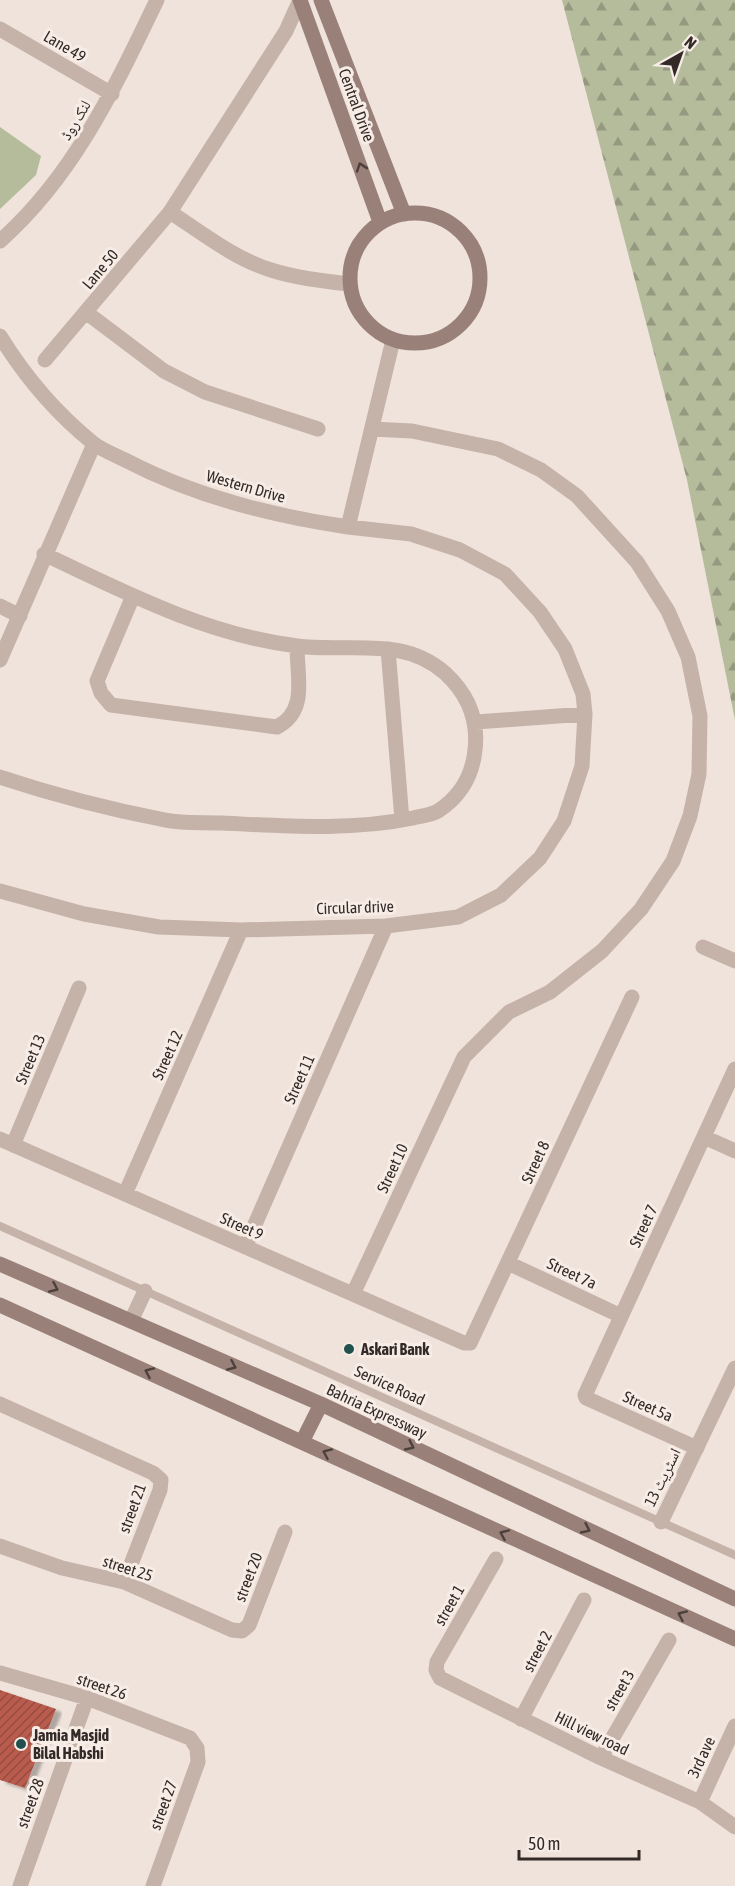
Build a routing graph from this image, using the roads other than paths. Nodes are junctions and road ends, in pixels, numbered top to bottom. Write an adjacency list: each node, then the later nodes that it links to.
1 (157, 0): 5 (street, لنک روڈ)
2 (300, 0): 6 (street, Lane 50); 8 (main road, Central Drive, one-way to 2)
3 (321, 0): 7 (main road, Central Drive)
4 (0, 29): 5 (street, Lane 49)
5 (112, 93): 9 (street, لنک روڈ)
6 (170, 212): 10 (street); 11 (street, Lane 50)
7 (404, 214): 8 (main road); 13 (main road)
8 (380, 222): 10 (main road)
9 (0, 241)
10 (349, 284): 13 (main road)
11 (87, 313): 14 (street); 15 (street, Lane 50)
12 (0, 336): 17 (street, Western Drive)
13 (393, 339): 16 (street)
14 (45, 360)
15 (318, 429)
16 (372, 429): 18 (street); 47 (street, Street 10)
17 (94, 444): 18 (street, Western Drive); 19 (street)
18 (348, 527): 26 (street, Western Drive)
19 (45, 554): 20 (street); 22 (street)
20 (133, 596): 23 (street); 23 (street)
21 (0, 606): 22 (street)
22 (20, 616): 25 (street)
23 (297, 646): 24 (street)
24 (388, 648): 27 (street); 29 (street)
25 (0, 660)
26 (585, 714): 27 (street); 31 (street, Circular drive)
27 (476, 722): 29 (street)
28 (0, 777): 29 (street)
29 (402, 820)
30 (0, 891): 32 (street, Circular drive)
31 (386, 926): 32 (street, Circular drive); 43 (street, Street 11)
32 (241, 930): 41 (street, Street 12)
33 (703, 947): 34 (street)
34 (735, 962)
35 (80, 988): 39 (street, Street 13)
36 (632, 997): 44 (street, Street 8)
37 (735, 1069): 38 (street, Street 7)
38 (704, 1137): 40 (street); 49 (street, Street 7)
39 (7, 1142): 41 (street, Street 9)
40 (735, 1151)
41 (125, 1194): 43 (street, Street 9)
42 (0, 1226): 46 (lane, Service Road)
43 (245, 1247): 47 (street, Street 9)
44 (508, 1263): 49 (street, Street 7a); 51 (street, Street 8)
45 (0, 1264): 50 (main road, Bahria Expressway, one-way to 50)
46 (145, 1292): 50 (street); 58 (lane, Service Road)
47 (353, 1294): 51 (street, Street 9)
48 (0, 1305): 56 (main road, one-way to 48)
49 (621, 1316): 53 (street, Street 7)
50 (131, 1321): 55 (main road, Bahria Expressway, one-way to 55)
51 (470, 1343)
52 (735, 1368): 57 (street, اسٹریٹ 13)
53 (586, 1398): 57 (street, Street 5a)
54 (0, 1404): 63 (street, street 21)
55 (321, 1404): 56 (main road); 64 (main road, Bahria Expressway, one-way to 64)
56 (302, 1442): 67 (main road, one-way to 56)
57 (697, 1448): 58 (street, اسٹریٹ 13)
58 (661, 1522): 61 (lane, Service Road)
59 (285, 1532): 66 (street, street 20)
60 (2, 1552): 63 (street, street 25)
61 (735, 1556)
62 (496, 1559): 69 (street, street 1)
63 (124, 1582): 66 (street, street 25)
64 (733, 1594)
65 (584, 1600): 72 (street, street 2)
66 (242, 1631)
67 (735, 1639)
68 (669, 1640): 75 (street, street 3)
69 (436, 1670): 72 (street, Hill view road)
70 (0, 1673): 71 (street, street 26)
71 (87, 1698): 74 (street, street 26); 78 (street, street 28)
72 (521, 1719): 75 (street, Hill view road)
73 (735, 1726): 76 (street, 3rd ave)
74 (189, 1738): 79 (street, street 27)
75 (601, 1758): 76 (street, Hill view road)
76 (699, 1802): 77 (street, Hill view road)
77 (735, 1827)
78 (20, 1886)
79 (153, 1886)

### [TASK TO CARRY OUT]
Look over the records above and filter for each line with the word "Bahria".

### [ANSWER TO THE PROBLEM]
45 (0, 1264): 50 (main road, Bahria Expressway, one-way to 50)
50 (131, 1321): 55 (main road, Bahria Expressway, one-way to 55)
55 (321, 1404): 56 (main road); 64 (main road, Bahria Expressway, one-way to 64)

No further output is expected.